Neural Audio Mosaic — User Guide

Content-based audio reconstruction: uses neural feature matching to reconstruct Target audio using only grains from Source audio, creating hybrid sounds that preserve Target structure with Source texture.

Author: Shai Cohen Affiliation: Department of Music, Bar-Ilan University, Israel Version: 0.1 (2025) License: MIT License Repo: https://github.com/ShaiCohen-ops/Praat-plugin_AudioTools

Contents:

What this does Quick start Mosaic Concept Feature Analysis Neural Matching Parameters Applications

What this does

This script implements a neural audio mosaic system that reconstructs one audio file (Target) using only small grains from another audio file (Source). Through sophisticated feature analysis and stochastic search, it finds the best-matching Source grains for each Target grain, creating a hybrid audio result that preserves the structural characteristics of the Target while adopting the textural qualities of the Source.

Key Features:

Dual-Input Processing – Target provides structure, Source provides texture
13-Dimensional Feature Analysis – MFCC coefficients + pitch for comprehensive matching
Stochastic Neural Search – Efficient probabilistic matching with adjustable search depth
Weighted Feature Matching – Separate control over spectral and pitch similarity
Memory-Efficient Granular Synthesis – Block-based processing for stability
Content-Based Reconstruction – Preserves Target timing and structure
Professional Output – Peak-normalized results with smooth grain concatenation

What is neural audio mosaicing? Traditional audio mosaicing: replaces Target segments with similar-sounding Source segments. Neural audio mosaicing: uses machine learning features to find the most perceptually similar Source grains for each Target grain. The system works through four phases: (1) Feature extraction: Analyze both Target and Source using MFCC and pitch features, (2) Normalization: Scale features for fair comparison, (3) Neural matching: Find best Source matches for each Target grain, (4) Granular reconstruction: Assemble matching Source grains in Target sequence. Advantages: (1) Content-aware: Matches based on perceptual features, (2) Structure preservation: Maintains Target timing and phrasing, (3) Texture transfer: Applies Source sonic character to Target content, (4) Creative hybridation: Creates entirely new sonic identities from existing material.

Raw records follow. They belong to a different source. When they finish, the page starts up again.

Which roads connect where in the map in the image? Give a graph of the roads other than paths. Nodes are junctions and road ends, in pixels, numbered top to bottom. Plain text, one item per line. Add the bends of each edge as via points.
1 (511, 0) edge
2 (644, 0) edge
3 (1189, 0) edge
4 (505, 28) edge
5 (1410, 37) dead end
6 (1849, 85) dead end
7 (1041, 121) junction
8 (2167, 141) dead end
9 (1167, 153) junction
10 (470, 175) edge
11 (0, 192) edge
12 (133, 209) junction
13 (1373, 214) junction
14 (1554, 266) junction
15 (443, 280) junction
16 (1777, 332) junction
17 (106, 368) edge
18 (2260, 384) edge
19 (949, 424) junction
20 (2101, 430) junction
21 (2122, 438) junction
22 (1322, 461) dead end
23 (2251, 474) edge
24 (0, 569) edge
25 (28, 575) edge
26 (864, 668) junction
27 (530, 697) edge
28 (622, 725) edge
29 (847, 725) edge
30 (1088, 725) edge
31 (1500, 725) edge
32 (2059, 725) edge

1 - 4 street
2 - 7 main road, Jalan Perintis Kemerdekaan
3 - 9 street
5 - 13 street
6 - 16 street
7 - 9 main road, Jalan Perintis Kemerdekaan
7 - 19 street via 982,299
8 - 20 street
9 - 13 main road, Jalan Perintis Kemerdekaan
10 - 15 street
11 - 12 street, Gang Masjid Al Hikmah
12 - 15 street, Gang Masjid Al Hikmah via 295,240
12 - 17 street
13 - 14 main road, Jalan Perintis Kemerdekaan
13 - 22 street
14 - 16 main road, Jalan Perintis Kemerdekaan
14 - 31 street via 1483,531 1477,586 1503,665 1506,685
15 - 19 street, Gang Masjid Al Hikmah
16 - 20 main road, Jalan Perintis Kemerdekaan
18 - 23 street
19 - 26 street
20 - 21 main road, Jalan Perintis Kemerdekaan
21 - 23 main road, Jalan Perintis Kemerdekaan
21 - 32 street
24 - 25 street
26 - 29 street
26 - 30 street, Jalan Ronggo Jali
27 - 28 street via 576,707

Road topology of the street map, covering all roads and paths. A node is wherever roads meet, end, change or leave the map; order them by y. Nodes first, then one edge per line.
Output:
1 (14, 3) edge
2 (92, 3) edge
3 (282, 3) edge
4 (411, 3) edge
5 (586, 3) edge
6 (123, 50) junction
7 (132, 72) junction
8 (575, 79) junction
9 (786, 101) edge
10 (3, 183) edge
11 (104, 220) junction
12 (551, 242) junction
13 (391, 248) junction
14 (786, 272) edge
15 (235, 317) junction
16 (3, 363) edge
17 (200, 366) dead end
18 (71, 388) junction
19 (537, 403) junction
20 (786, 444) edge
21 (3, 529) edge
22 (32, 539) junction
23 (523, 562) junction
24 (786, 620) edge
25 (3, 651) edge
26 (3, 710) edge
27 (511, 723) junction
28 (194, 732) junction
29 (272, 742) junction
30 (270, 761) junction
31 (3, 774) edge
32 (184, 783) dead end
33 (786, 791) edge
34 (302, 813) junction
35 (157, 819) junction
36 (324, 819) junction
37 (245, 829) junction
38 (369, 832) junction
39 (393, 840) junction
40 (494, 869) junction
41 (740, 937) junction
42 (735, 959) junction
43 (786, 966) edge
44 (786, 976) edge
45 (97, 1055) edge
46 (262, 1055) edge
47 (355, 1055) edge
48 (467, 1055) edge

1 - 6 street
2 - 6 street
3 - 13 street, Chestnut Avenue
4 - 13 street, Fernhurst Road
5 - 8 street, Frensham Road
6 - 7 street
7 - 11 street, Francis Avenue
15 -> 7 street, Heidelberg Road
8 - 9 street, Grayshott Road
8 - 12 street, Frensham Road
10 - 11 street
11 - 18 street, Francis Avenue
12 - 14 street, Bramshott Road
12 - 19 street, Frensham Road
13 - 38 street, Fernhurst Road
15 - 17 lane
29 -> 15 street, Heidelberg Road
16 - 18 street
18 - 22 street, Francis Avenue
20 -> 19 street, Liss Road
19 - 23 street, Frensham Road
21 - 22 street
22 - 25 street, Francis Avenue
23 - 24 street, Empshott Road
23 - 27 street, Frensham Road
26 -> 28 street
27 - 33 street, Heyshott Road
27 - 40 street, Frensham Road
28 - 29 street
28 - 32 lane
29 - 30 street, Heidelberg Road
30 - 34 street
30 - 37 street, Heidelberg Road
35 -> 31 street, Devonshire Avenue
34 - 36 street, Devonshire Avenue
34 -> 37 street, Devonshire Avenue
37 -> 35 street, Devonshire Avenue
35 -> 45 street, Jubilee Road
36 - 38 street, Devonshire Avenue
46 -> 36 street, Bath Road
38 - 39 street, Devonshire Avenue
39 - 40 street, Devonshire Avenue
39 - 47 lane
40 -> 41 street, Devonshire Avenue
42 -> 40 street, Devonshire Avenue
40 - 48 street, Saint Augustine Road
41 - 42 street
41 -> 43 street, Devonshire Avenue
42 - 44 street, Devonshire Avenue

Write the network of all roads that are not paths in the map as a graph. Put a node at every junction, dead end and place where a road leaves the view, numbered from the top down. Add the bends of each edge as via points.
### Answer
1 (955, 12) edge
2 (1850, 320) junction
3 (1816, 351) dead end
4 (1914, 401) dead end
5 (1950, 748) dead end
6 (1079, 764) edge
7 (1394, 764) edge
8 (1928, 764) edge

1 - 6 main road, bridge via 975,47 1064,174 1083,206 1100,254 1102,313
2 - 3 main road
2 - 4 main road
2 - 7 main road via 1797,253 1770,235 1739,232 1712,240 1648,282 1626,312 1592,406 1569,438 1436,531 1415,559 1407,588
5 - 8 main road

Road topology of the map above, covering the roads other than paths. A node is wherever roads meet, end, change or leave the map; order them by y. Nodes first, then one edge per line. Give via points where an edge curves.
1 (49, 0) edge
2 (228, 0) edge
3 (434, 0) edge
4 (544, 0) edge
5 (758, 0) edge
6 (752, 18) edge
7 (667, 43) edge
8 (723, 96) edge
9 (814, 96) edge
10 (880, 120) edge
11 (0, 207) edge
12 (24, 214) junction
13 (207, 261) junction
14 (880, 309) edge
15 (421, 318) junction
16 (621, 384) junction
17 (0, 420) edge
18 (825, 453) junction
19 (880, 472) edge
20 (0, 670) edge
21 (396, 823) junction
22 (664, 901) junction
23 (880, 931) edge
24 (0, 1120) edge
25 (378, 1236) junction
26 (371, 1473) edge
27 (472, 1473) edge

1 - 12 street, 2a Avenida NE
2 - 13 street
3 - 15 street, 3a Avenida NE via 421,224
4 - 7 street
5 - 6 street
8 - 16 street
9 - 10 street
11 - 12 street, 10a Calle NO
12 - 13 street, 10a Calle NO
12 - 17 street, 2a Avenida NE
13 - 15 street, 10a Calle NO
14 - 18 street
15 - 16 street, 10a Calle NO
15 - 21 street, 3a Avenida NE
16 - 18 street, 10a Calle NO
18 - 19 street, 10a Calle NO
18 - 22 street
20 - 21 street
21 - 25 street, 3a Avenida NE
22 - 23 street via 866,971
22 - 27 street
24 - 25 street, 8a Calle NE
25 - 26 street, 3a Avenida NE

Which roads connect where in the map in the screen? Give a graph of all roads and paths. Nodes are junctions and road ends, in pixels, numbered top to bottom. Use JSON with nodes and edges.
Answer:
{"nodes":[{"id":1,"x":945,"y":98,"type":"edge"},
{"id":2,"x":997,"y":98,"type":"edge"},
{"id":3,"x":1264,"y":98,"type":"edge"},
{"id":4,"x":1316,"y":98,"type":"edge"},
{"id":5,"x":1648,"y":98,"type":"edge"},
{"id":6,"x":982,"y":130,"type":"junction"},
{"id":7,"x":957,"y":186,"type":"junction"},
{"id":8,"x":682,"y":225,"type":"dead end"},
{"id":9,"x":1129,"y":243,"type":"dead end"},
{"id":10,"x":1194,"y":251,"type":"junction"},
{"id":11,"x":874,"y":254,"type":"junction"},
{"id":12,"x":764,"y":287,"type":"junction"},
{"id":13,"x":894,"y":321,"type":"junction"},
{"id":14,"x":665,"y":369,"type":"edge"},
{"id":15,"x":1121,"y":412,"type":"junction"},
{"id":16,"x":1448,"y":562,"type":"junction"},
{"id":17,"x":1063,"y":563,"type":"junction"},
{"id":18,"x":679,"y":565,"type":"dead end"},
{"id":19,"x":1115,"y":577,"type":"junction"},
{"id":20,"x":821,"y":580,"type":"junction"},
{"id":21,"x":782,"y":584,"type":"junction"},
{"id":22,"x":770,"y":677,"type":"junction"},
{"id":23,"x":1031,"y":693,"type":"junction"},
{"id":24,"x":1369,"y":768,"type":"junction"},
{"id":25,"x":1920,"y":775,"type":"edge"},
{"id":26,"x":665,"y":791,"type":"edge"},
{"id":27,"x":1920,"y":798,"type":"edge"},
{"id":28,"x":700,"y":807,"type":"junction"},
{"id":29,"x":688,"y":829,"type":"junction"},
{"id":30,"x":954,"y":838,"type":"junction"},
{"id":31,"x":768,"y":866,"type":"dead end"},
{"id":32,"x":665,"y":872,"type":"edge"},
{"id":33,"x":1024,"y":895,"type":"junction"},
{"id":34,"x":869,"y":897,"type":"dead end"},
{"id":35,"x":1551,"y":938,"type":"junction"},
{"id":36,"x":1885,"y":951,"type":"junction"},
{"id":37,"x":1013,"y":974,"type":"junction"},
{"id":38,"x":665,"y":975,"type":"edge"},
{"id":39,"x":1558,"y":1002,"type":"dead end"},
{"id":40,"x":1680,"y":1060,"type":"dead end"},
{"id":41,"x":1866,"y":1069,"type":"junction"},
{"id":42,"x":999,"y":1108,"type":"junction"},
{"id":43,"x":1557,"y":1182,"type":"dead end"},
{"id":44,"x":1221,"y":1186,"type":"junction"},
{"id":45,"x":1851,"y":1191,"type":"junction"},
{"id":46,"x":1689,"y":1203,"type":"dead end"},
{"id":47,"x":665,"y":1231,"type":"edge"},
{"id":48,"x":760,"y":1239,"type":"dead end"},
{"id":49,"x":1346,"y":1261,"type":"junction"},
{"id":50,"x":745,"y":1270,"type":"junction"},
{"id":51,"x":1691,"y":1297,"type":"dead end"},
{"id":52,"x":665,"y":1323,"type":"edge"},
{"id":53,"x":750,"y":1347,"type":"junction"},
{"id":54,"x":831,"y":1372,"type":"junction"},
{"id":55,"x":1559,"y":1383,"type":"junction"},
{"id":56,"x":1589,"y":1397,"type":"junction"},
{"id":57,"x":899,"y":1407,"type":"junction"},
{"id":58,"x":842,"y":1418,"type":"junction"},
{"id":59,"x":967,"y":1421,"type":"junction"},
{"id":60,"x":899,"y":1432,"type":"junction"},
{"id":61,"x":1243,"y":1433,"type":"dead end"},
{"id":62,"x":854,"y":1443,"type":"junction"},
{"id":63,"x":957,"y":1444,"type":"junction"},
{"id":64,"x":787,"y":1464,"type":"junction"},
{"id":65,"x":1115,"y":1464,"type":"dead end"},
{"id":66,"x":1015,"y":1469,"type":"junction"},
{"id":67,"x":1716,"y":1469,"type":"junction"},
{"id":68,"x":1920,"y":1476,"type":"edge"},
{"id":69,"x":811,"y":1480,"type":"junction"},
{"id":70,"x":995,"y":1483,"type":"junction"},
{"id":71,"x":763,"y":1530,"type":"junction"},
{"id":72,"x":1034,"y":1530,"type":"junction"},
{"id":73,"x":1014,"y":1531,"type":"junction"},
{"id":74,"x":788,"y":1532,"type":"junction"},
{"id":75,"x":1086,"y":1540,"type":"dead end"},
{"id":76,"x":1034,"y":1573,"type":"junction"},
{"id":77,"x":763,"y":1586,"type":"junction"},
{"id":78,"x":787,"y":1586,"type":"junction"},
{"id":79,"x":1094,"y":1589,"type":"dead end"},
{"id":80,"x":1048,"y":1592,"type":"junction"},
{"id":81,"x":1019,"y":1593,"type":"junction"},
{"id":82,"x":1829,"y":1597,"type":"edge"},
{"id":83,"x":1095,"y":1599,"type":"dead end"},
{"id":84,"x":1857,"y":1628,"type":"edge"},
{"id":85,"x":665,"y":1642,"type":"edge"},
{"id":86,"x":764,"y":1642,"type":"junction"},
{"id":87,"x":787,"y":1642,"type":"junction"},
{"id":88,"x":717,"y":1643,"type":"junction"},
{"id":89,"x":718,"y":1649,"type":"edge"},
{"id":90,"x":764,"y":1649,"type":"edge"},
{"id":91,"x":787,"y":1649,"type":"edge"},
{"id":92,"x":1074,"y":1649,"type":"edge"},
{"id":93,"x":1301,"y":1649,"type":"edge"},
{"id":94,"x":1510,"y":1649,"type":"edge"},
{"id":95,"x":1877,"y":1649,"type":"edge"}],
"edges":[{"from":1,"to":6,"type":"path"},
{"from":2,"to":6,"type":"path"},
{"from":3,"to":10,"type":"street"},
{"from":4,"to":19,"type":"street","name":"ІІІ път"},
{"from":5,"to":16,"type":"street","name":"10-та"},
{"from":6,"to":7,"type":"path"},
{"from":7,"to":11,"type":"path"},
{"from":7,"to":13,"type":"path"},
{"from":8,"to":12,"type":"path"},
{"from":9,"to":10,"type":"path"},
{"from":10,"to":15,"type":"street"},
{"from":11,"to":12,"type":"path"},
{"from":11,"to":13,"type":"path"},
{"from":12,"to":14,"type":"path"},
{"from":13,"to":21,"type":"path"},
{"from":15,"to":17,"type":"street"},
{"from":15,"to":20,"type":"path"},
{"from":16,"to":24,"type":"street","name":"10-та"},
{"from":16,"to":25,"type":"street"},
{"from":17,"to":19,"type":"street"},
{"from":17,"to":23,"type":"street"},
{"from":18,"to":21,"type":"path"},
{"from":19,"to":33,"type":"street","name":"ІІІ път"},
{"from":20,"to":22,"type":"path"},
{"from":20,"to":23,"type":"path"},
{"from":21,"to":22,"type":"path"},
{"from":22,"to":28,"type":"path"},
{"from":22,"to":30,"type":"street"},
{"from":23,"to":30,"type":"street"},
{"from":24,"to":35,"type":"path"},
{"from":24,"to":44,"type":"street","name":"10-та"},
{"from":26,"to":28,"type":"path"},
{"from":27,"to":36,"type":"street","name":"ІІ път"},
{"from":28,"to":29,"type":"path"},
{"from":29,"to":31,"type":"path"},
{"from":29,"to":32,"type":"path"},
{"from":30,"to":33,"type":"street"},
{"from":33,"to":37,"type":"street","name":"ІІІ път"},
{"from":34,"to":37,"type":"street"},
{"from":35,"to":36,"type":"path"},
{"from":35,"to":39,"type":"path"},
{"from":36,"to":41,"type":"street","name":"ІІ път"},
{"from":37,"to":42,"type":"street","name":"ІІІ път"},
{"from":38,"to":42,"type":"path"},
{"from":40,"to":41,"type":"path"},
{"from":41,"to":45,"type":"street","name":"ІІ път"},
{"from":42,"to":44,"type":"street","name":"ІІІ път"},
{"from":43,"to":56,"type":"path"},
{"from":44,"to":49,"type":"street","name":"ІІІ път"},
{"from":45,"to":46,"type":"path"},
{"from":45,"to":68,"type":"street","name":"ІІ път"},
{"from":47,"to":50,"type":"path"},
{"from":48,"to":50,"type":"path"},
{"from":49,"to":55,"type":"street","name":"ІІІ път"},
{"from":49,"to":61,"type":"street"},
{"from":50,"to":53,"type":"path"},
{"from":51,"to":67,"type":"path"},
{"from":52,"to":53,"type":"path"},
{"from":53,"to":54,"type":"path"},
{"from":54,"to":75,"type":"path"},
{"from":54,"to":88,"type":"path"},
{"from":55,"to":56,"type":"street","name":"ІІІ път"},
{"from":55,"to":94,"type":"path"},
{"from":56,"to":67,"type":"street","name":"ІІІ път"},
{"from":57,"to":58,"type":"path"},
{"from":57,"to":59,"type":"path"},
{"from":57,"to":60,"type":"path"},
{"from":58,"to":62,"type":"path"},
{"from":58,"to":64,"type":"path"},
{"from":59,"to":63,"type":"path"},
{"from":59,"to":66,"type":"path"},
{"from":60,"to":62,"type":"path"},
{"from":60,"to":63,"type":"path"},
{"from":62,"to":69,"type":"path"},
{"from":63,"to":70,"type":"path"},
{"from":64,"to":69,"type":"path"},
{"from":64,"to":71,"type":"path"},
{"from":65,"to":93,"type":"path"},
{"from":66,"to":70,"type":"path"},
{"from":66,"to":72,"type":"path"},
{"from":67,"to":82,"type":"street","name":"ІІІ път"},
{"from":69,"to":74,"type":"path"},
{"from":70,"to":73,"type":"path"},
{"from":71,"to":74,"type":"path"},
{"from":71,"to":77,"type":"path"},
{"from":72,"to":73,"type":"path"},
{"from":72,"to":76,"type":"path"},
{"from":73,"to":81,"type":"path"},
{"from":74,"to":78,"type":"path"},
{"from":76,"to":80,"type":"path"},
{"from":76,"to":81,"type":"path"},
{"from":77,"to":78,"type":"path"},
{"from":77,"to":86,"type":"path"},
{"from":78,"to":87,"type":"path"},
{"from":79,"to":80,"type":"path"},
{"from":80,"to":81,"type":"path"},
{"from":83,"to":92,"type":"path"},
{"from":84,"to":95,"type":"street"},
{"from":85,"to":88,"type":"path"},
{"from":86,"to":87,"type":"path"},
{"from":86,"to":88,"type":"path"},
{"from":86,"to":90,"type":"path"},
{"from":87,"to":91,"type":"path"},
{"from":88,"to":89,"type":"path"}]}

Technical Implementation: (1) Dual Analysis: Extract 12 MFCC coefficients + logarithmic pitch from both Target and Source. (2) Feature Normalization: Apply min-max scaling to all features for balanced comparison. (3) Stochastic Search: For each Target grain, probe multiple random Source grains to find best match. (4) Weighted Distance: Combine spectral and pitch similarity with adjustable weights. (5) Block Assembly: Reconstruct Target timeline using matched Source grains with memory-safe concatenation. Key insight: The "neural" aspect comes from using MFCC features (originally developed for speech recognition) that approximate human auditory perception, enabling perceptually meaningful audio matching.

Quick start

In Praat, select exactly two Sound objects in this order:
- First selection: Target sound (provides structure/timing)
- Second selection: Source sound (provides texture/grains)
Run script… → neural_audio_mosaic.praat.
Granular Parameters:
- grain_size_ms – Duration of each analysis grain (default: 50ms)
- overlap_ratio – Overlap between grains (default: 0.0 = no overlap)
Search Parameters:
- search_probes – Number of random Source grains to test per Target grain (default: 50)
- pitch_weight – Importance of pitch matching (default: 0.3)
- spectral_weight – Importance of spectral/timbre matching (default: 1.0)
Output Options:
- normalize_volume – Apply peak normalization (recommended: 1)
- play_result – Auto-play after processing
Click OK – processing begins with progress updates in Info window.
The script executes five phases:
- Setup & Validation – Check file compatibility
- Feature Extraction – Analyze both Target and Source
- Neural Matching – Find best Source matches for Target grains
- Granular Reconstruction – Build mosaic from matched grains
- Final Assembly – Combine blocks into final result
Result appears as "TargetName_Mosaic" with the structure of Target and texture of Source.

Quick tip: Choose compatible Target and Source pairs – speech with speech, music with music, or contrasting materials for creative effects. Use 50-80ms grain sizes for most material. Higher search_probes (100-200) improve matching quality but increase processing time. Balance pitch_weight and spectral_weight based on your materials – for pitch-heavy content, increase pitch_weight; for textural content, increase spectral_weight. The algorithm works best when Source material is richer and more varied than Target material.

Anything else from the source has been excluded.